Sortition: Research Proposal by Dr Keith Nilsen
(November 2008)

Social theory has failed to adequately account for three main aspects of democratic development: the absence of sortition in modern political systems; the significance of common sense realist analysis within radicalism; the influence of factional conspiracy. These failures are interrelated and find reflection in the truth, self evident to common sense, that whereas on the one hand election by sortition must tend to contain the influence of factions on the other election by voting for nominated competing candidates must tend to engender their development. These omissions in social theory are general and can be detected in modern US constitutional analysis. In response to denial of these failings, in 2003 I conducted an inspection of the first 50 books on the subject of democracy listed by the British Library catalogue search computer (a librarian witnessed by signature the titles listed). None of them had any reference at all to the word sortition, or even random selection. It is also entirely absent from the books in the bibliography below, excepting those by Dowlen (which on his admission takes my research as a point of departure) and Finer.
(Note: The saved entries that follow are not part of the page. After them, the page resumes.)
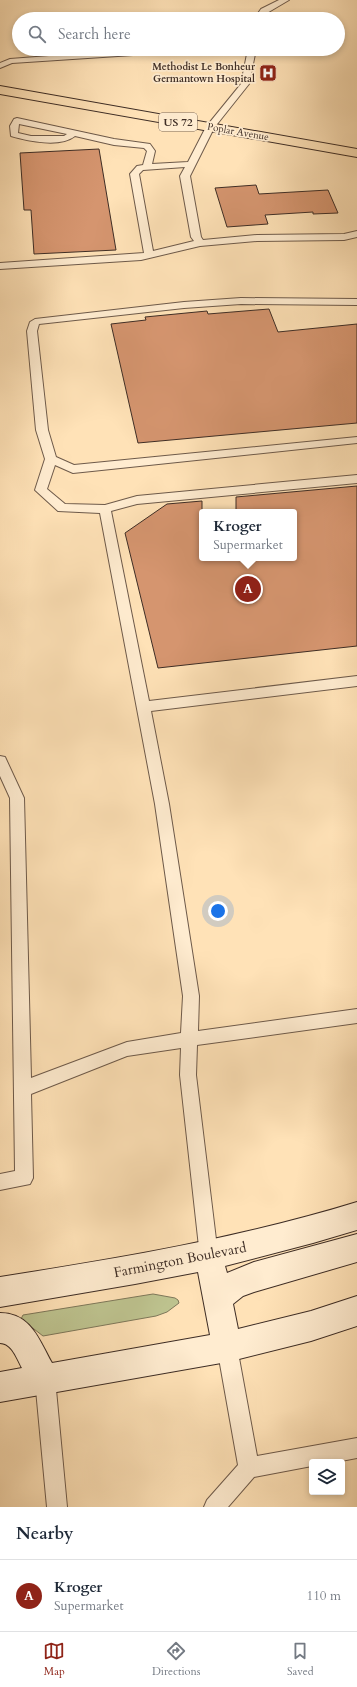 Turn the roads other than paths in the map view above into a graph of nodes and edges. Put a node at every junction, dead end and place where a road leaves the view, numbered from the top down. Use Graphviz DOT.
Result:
graph roads {
  1 [pos="285,0"];
  2 [pos="263,12"];
  3 [pos="86,56"];
  4 [pos="251,56"];
  5 [pos="0,66"];
  6 [pos="0,90"];
  7 [pos="210,127"];
  8 [pos="74,133"];
  9 [pos="357,153"];
  10 [pos="191,164"];
  11 [pos="147,167"];
  12 [pos="357,234"];
  13 [pos="200,243"];
  14 [pos="149,255"];
  15 [pos="0,266"];
  16 [pos="357,302"];
  17 [pos="357,440"];
  18 [pos="51,459"];
  19 [pos="357,479"];
  20 [pos="105,509"];
  21 [pos="357,682"];
  22 [pos="144,707"];
  23 [pos="0,761"];
  24 [pos="357,1016"];
  25 [pos="190,1039"];
  26 [pos="23,1089"];
  27 [pos="0,1182"];
  28 [pos="357,1216"];
  29 [pos="357,1248"];
  30 [pos="209,1256"];
  31 [pos="0,1292"];
  32 [pos="218,1301"];
  33 [pos="357,1311"];
  34 [pos="0,1328"];
  35 [pos="227,1348"];
  36 [pos="45,1380"];
  37 [pos="0,1387"];
  38 [pos="357,1448"];
  39 [pos="249,1468"];
  40 [pos="57,1507"];
  41 [pos="214,1507"];
  1 -- 2 [label="lane"];
  3 -- 5 [label="lane"];
  4 -- 7 [label="lane"];
  6 -- 7 [label="main road, Poplar Avenue / US 72"];
  7 -- 9 [label="main road, Poplar Avenue / US 72"];
  7 -- 10 [label="lane"];
  8 -- 8 [label="lane"];
  8 -- 11 [label="lane"];
  10 -- 11 [label="lane"];
  10 -- 13 [label="lane"];
  11 -- 14 [label="lane"];
  12 -- 13 [label="lane"];
  13 -- 14 [label="lane"];
  14 -- 15 [label="lane"];
  16 -- 18 [label="lane"];
  17 -- 18 [label="lane"];
  18 -- 20 [label="lane"];
  19 -- 20 [label="lane"];
  20 -- 22 [label="lane"];
  21 -- 22 [label="lane"];
  22 -- 25 [label="lane"];
  23 -- 26 [label="lane"];
  24 -- 25 [label="lane"];
  25 -- 26 [label="lane"];
  25 -- 30 [label="lane"];
  26 -- 27 [label="lane"];
  28 -- 30 [label="main road, Farmington Boulevard"];
  29 -- 32 [label="main road"];
  30 -- 31 [label="main road, Farmington Boulevard"];
  30 -- 32 [label="main road"];
  32 -- 35 [label="main road"];
  33 -- 35 [label="main road"];
  34 -- 36 [label="main road"];
  35 -- 36 [label="main road"];
  35 -- 39 [label="lane"];
  36 -- 37 [label="main road"];
  36 -- 40 [label="lane"];
  38 -- 39 [label="lane"];
  39 -- 41 [label="lane"];
}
Misrepresentation of Athenian democracy dates back certainly to James Madison and includes the marked tendency of theorists to equate sortition with ‘direct democracy’ denoting participation by the mass of the electorate in decision making and with this lawless 'rule by the mob.' In such fashion Montesquieu invented the fiction that ‘pure democracy’ could only survive without descent into tyranny when confined to small states. In fact however sortition is an alternative form of representation, not ‘direct democracy.’ Its use in Athenian democracy became more orderly and law based as methodological improvements in delegation, record keeping, executive decision making and legislative procedure were developed over time. In the later period the 'living constitution' of Athenian democratic process was even to some extent quite possibly not only more flexible but also more just than the intrigue bound, factional activism of modern judicial aristocracy.
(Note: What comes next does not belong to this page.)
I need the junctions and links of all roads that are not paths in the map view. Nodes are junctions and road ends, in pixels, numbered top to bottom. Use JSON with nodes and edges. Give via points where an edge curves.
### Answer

My research has led me to address these omissions in social theory due in some measure to the particular path of political development which I have followed. In 1976 I abandoned Marxism as a viable paradigm after studying the problems of planned economy. From 1978 to 1987 I suspended these doubts in order to investigate further Lenin's claim that 'Marxism is all powerful because it is true' premised by an informed understanding of the commonsensical, practical qualities of his approach, including such principles as one man management, his conviction that radical theory should be polemical in nature to expiate opportunist tendencies and accordingly his view that Left organisation should facilitate this requirement. Throughout the eighties I promoted Lenin's tenet that the principal paper of the Left should be aimed at the level of politically advanced workers, and that the track record of leaders should be both transparent and subject to freedom of criticism and with this the common sense judgement of the politically active working class. I formulated this approach as a first step to tackling the many difficulties of Left strategy in its relation to democracy with a view to differentiating truthful and opportunist approaches. I believe it remains valid, and could have general application to democratic organisations. I was not satisfied with the indecisive nature of Soviet responses to this proposal.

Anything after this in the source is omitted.